Dataset items:
------------------------------------------------------------------------

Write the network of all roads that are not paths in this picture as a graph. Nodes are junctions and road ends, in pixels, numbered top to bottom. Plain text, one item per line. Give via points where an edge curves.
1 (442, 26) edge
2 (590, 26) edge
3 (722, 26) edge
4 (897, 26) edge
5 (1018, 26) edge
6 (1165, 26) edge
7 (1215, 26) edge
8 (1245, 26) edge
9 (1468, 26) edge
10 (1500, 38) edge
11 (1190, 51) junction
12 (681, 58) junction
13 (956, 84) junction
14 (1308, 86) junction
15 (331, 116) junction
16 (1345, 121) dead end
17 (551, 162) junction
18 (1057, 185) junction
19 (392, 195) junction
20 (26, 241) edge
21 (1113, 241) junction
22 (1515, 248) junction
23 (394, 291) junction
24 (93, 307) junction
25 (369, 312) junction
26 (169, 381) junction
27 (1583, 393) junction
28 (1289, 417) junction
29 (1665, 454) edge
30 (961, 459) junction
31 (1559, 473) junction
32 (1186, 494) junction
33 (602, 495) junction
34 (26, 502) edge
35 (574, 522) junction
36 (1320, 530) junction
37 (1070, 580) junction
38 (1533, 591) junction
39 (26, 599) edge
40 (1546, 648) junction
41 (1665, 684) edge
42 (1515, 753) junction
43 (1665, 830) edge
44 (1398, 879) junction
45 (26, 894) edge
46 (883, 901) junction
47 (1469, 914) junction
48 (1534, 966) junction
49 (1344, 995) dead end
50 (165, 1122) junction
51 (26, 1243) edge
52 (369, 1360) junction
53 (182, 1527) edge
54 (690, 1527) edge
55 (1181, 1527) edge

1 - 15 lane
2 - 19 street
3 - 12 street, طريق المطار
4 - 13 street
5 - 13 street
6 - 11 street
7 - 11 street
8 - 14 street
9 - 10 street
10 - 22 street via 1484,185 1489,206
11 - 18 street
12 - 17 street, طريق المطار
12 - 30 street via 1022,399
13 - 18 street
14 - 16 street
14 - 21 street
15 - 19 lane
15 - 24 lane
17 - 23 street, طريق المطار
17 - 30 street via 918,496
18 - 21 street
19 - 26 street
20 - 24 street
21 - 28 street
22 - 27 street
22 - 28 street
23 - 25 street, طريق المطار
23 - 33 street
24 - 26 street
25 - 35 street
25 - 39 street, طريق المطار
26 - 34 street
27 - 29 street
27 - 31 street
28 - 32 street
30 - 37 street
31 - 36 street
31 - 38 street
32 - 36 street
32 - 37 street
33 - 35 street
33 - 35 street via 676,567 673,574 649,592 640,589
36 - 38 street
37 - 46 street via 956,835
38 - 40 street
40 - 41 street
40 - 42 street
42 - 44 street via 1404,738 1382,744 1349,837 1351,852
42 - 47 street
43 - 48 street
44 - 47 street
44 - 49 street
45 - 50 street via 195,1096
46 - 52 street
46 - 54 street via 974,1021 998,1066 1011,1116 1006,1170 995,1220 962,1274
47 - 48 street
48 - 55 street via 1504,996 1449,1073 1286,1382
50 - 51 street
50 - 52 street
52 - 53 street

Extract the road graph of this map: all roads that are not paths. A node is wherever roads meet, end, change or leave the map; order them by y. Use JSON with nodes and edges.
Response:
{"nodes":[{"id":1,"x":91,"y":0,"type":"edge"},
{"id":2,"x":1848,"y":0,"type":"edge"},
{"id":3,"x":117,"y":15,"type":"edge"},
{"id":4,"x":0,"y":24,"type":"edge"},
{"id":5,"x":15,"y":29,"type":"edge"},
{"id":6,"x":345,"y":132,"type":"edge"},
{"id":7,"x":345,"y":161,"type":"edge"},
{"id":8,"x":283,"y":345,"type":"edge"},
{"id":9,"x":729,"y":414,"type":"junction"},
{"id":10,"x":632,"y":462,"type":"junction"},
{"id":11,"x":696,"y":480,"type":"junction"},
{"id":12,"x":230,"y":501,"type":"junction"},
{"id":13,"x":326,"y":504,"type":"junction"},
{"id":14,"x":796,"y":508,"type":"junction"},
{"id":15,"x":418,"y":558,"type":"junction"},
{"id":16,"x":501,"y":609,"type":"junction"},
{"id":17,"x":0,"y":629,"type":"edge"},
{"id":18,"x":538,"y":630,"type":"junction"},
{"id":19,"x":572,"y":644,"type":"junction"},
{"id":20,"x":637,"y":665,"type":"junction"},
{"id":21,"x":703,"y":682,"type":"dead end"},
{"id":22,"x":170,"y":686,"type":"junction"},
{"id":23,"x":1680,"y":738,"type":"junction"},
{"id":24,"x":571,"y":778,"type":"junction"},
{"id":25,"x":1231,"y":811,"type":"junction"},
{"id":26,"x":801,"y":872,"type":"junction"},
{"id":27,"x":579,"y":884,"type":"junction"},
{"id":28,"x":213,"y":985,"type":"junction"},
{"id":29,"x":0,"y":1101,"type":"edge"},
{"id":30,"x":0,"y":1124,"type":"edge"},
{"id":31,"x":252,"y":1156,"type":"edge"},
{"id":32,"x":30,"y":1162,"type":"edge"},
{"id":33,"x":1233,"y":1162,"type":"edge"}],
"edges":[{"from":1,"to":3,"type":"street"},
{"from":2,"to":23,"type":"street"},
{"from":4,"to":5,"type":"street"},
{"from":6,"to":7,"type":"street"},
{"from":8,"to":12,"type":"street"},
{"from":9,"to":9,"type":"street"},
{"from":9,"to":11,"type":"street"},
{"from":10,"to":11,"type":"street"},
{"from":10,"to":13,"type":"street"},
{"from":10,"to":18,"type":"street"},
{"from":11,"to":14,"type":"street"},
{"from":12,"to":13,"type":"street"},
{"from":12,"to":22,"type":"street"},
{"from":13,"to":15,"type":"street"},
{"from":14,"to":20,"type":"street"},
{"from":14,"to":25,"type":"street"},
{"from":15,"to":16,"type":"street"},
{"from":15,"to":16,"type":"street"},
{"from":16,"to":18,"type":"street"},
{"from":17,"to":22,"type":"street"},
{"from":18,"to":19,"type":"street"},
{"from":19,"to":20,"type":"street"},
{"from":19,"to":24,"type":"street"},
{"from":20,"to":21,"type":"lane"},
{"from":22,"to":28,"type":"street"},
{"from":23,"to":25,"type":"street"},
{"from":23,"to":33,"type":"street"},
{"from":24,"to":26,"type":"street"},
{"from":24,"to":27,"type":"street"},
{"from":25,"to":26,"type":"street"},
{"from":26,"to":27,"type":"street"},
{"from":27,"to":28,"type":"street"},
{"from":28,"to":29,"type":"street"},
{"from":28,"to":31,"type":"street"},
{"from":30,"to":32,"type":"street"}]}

------------------------------------------------------------------------

• **Problem to work on**
Restate every entry above word for word.

• **Solution for this problem**
Write the network of all roads that are not paths in this picture as a graph. Nodes are junctions and road ends, in pixels, numbered top to bottom. Plain text, one item per line. Give via points where an edge curves.
1 (442, 26) edge
2 (590, 26) edge
3 (722, 26) edge
4 (897, 26) edge
5 (1018, 26) edge
6 (1165, 26) edge
7 (1215, 26) edge
8 (1245, 26) edge
9 (1468, 26) edge
10 (1500, 38) edge
11 (1190, 51) junction
12 (681, 58) junction
13 (956, 84) junction
14 (1308, 86) junction
15 (331, 116) junction
16 (1345, 121) dead end
17 (551, 162) junction
18 (1057, 185) junction
19 (392, 195) junction
20 (26, 241) edge
21 (1113, 241) junction
22 (1515, 248) junction
23 (394, 291) junction
24 (93, 307) junction
25 (369, 312) junction
26 (169, 381) junction
27 (1583, 393) junction
28 (1289, 417) junction
29 (1665, 454) edge
30 (961, 459) junction
31 (1559, 473) junction
32 (1186, 494) junction
33 (602, 495) junction
34 (26, 502) edge
35 (574, 522) junction
36 (1320, 530) junction
37 (1070, 580) junction
38 (1533, 591) junction
39 (26, 599) edge
40 (1546, 648) junction
41 (1665, 684) edge
42 (1515, 753) junction
43 (1665, 830) edge
44 (1398, 879) junction
45 (26, 894) edge
46 (883, 901) junction
47 (1469, 914) junction
48 (1534, 966) junction
49 (1344, 995) dead end
50 (165, 1122) junction
51 (26, 1243) edge
52 (369, 1360) junction
53 (182, 1527) edge
54 (690, 1527) edge
55 (1181, 1527) edge

1 - 15 lane
2 - 19 street
3 - 12 street, طريق المطار
4 - 13 street
5 - 13 street
6 - 11 street
7 - 11 street
8 - 14 street
9 - 10 street
10 - 22 street via 1484,185 1489,206
11 - 18 street
12 - 17 street, طريق المطار
12 - 30 street via 1022,399
13 - 18 street
14 - 16 street
14 - 21 street
15 - 19 lane
15 - 24 lane
17 - 23 street, طريق المطار
17 - 30 street via 918,496
18 - 21 street
19 - 26 street
20 - 24 street
21 - 28 street
22 - 27 street
22 - 28 street
23 - 25 street, طريق المطار
23 - 33 street
24 - 26 street
25 - 35 street
25 - 39 street, طريق المطار
26 - 34 street
27 - 29 street
27 - 31 street
28 - 32 street
30 - 37 street
31 - 36 street
31 - 38 street
32 - 36 street
32 - 37 street
33 - 35 street
33 - 35 street via 676,567 673,574 649,592 640,589
36 - 38 street
37 - 46 street via 956,835
38 - 40 street
40 - 41 street
40 - 42 street
42 - 44 street via 1404,738 1382,744 1349,837 1351,852
42 - 47 street
43 - 48 street
44 - 47 street
44 - 49 street
45 - 50 street via 195,1096
46 - 52 street
46 - 54 street via 974,1021 998,1066 1011,1116 1006,1170 995,1220 962,1274
47 - 48 street
48 - 55 street via 1504,996 1449,1073 1286,1382
50 - 51 street
50 - 52 street
52 - 53 street

Extract the road graph of this map: all roads that are not paths. A node is wherever roads meet, end, change or leave the map; order them by y. Use JSON with nodes and edges.
Response:
{"nodes":[{"id":1,"x":91,"y":0,"type":"edge"},
{"id":2,"x":1848,"y":0,"type":"edge"},
{"id":3,"x":117,"y":15,"type":"edge"},
{"id":4,"x":0,"y":24,"type":"edge"},
{"id":5,"x":15,"y":29,"type":"edge"},
{"id":6,"x":345,"y":132,"type":"edge"},
{"id":7,"x":345,"y":161,"type":"edge"},
{"id":8,"x":283,"y":345,"type":"edge"},
{"id":9,"x":729,"y":414,"type":"junction"},
{"id":10,"x":632,"y":462,"type":"junction"},
{"id":11,"x":696,"y":480,"type":"junction"},
{"id":12,"x":230,"y":501,"type":"junction"},
{"id":13,"x":326,"y":504,"type":"junction"},
{"id":14,"x":796,"y":508,"type":"junction"},
{"id":15,"x":418,"y":558,"type":"junction"},
{"id":16,"x":501,"y":609,"type":"junction"},
{"id":17,"x":0,"y":629,"type":"edge"},
{"id":18,"x":538,"y":630,"type":"junction"},
{"id":19,"x":572,"y":644,"type":"junction"},
{"id":20,"x":637,"y":665,"type":"junction"},
{"id":21,"x":703,"y":682,"type":"dead end"},
{"id":22,"x":170,"y":686,"type":"junction"},
{"id":23,"x":1680,"y":738,"type":"junction"},
{"id":24,"x":571,"y":778,"type":"junction"},
{"id":25,"x":1231,"y":811,"type":"junction"},
{"id":26,"x":801,"y":872,"type":"junction"},
{"id":27,"x":579,"y":884,"type":"junction"},
{"id":28,"x":213,"y":985,"type":"junction"},
{"id":29,"x":0,"y":1101,"type":"edge"},
{"id":30,"x":0,"y":1124,"type":"edge"},
{"id":31,"x":252,"y":1156,"type":"edge"},
{"id":32,"x":30,"y":1162,"type":"edge"},
{"id":33,"x":1233,"y":1162,"type":"edge"}],
"edges":[{"from":1,"to":3,"type":"street"},
{"from":2,"to":23,"type":"street"},
{"from":4,"to":5,"type":"street"},
{"from":6,"to":7,"type":"street"},
{"from":8,"to":12,"type":"street"},
{"from":9,"to":9,"type":"street"},
{"from":9,"to":11,"type":"street"},
{"from":10,"to":11,"type":"street"},
{"from":10,"to":13,"type":"street"},
{"from":10,"to":18,"type":"street"},
{"from":11,"to":14,"type":"street"},
{"from":12,"to":13,"type":"street"},
{"from":12,"to":22,"type":"street"},
{"from":13,"to":15,"type":"street"},
{"from":14,"to":20,"type":"street"},
{"from":14,"to":25,"type":"street"},
{"from":15,"to":16,"type":"street"},
{"from":15,"to":16,"type":"street"},
{"from":16,"to":18,"type":"street"},
{"from":17,"to":22,"type":"street"},
{"from":18,"to":19,"type":"street"},
{"from":19,"to":20,"type":"street"},
{"from":19,"to":24,"type":"street"},
{"from":20,"to":21,"type":"lane"},
{"from":22,"to":28,"type":"street"},
{"from":23,"to":25,"type":"street"},
{"from":23,"to":33,"type":"street"},
{"from":24,"to":26,"type":"street"},
{"from":24,"to":27,"type":"street"},
{"from":25,"to":26,"type":"street"},
{"from":26,"to":27,"type":"street"},
{"from":27,"to":28,"type":"street"},
{"from":28,"to":29,"type":"street"},
{"from":28,"to":31,"type":"street"},
{"from":30,"to":32,"type":"street"}]}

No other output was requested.